** Opening Supplied entries block **
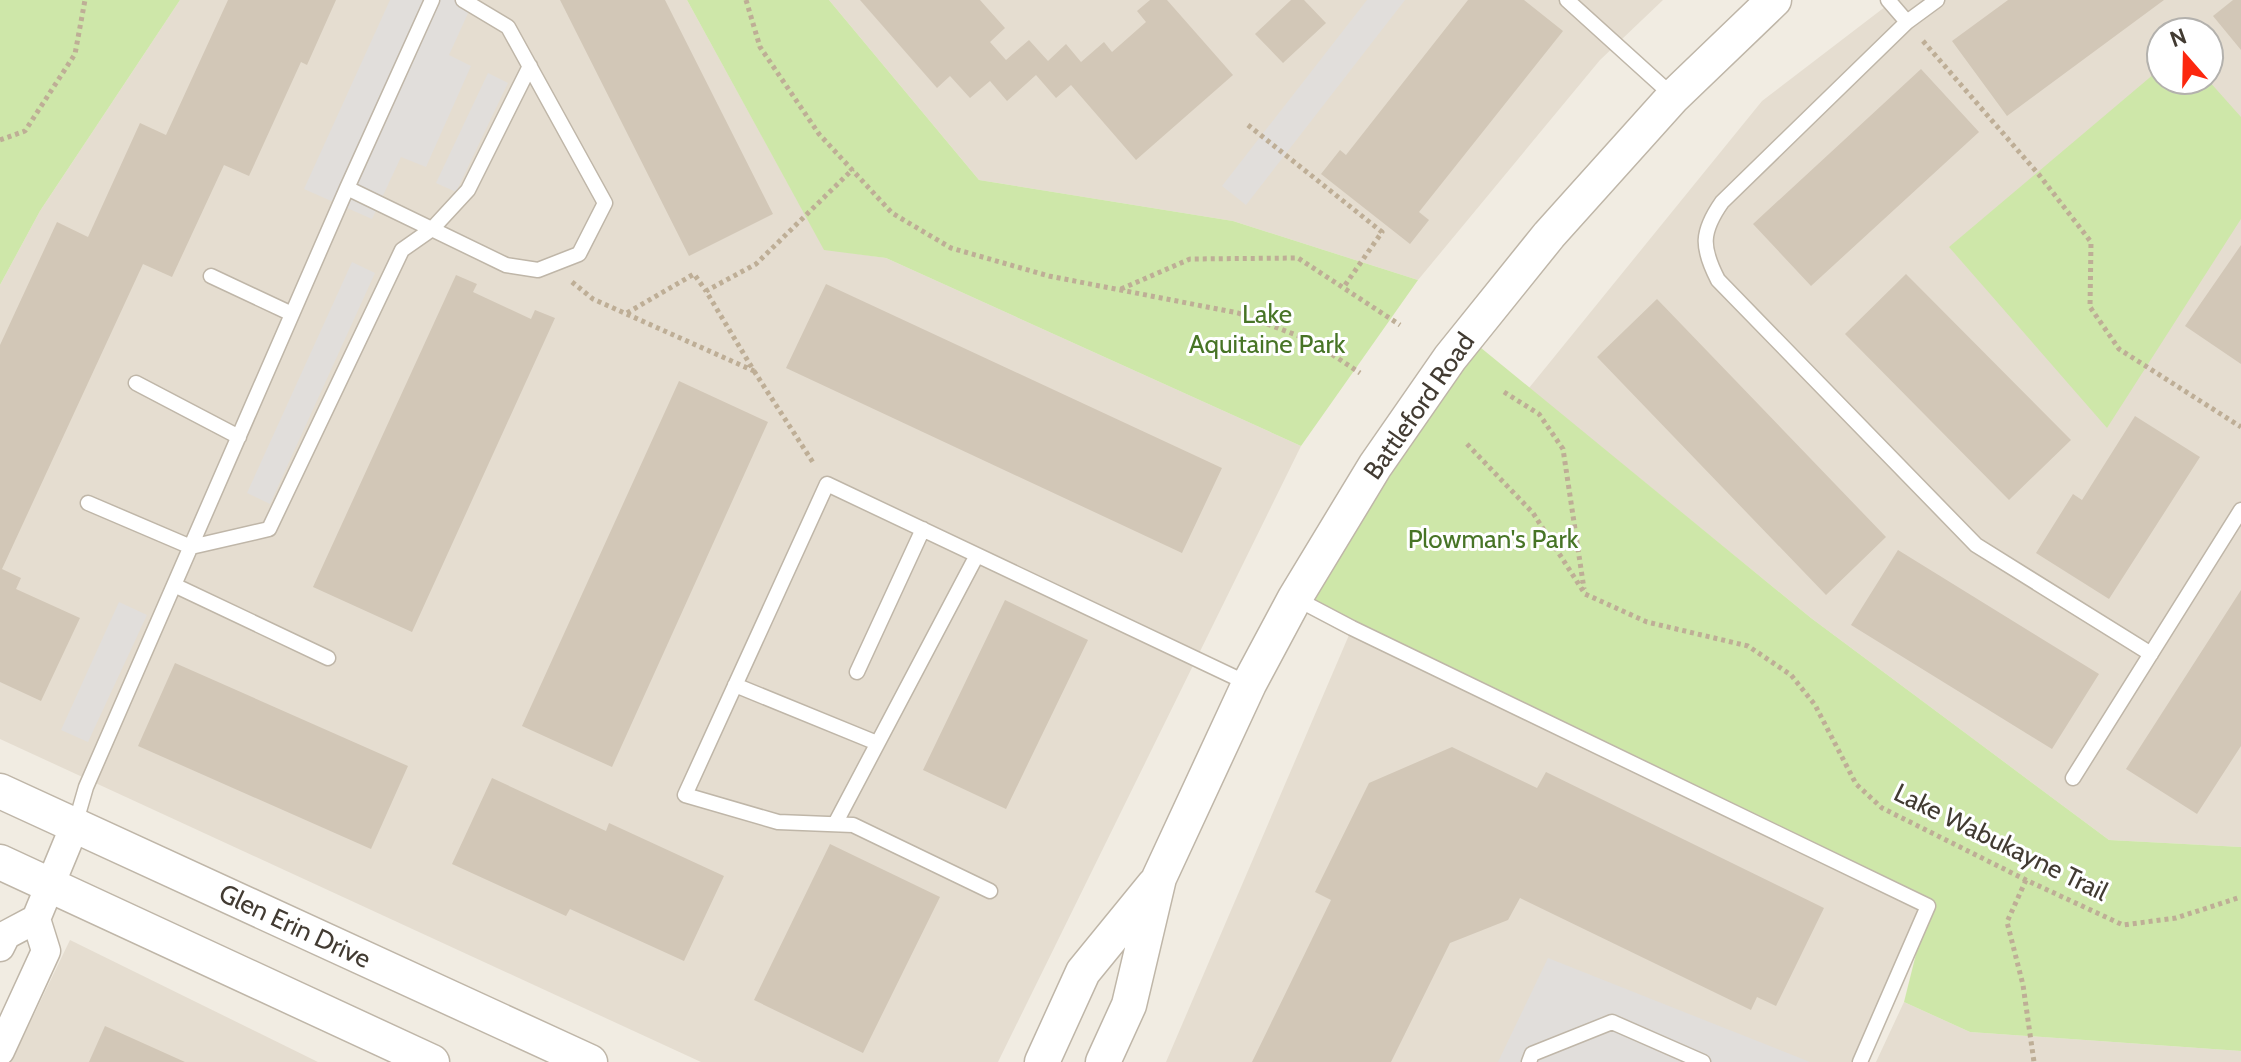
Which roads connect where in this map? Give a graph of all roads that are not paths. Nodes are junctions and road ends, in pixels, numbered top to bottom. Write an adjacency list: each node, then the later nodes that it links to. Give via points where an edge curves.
1 (432, 0): 10 (lane)
2 (463, 0): 8 (lane, via 508,27)
3 (1567, 0): 9 (lane)
4 (1774, 0): 9 (street, Battleford Road)
5 (1888, 0): 7 (lane)
6 (1937, 0): 7 (lane)
7 (1907, 22): 23 (lane, via 1722,202 1704,239 1707,259 1718,280 1976,545)
8 (530, 66): 11 (lane, via 468,190); 11 (lane, via 605,203 579,254 538,270 506,265)
9 (1673, 97): 22 (street, Battleford Road, via 1549,235 1450,358 1375,466)
10 (347, 188): 11 (lane); 13 (lane)
11 (432, 229): 19 (lane, via 402,250 269,529)
12 (211, 276): 13 (lane)
13 (292, 314): 15 (lane)
14 (136, 383): 15 (lane)
15 (239, 437): 19 (lane)
16 (88, 503): 19 (lane)
17 (2241, 510): 23 (lane)
18 (923, 529): 20 (lane); 25 (lane); 27 (lane, via 827,484)
19 (191, 547): 21 (lane)
20 (977, 555): 26 (lane); 28 (lane)
21 (174, 585): 24 (lane); 32 (lane, via 86,787)
22 (1295, 598): 26 (street, Battleford Road); 46 (lane, via 1928,906)
23 (2151, 654): 29 (lane)
24 (328, 658)
25 (857, 672)
26 (1249, 684): 34 (street, Battleford Road)
27 (735, 685): 28 (lane); 31 (lane, via 685,795 778,822)
28 (877, 743): 31 (lane)
29 (2073, 778)
30 (0, 791): 32 (street, Glen Erin Drive)
31 (835, 824): 36 (lane, via 853,825)
32 (75, 825): 35 (street); 41 (street, Glen Erin Drive)
33 (0, 862): 35 (street)
34 (1159, 878): 42 (street, Battleford Road, via 1083,972); 43 (street, Battleford Road, via 1129,1005)
35 (50, 885): 37 (street); 40 (street)
36 (990, 891)
37 (36, 919): 38 (street, via 6,935); 39 (street, via 46,951)
38 (0, 947)
39 (0, 1051)
40 (432, 1062)
41 (590, 1062)
42 (1042, 1062)
43 (1103, 1062)
44 (1529, 1062): 45 (lane, via 1532,1054 1612,1022)
45 (1703, 1062)
46 (1860, 1062)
** Closing Supplied entries block **
Search the records for the word "Glen" and return every line that holds it.

30 (0, 791): 32 (street, Glen Erin Drive)
32 (75, 825): 35 (street); 41 (street, Glen Erin Drive)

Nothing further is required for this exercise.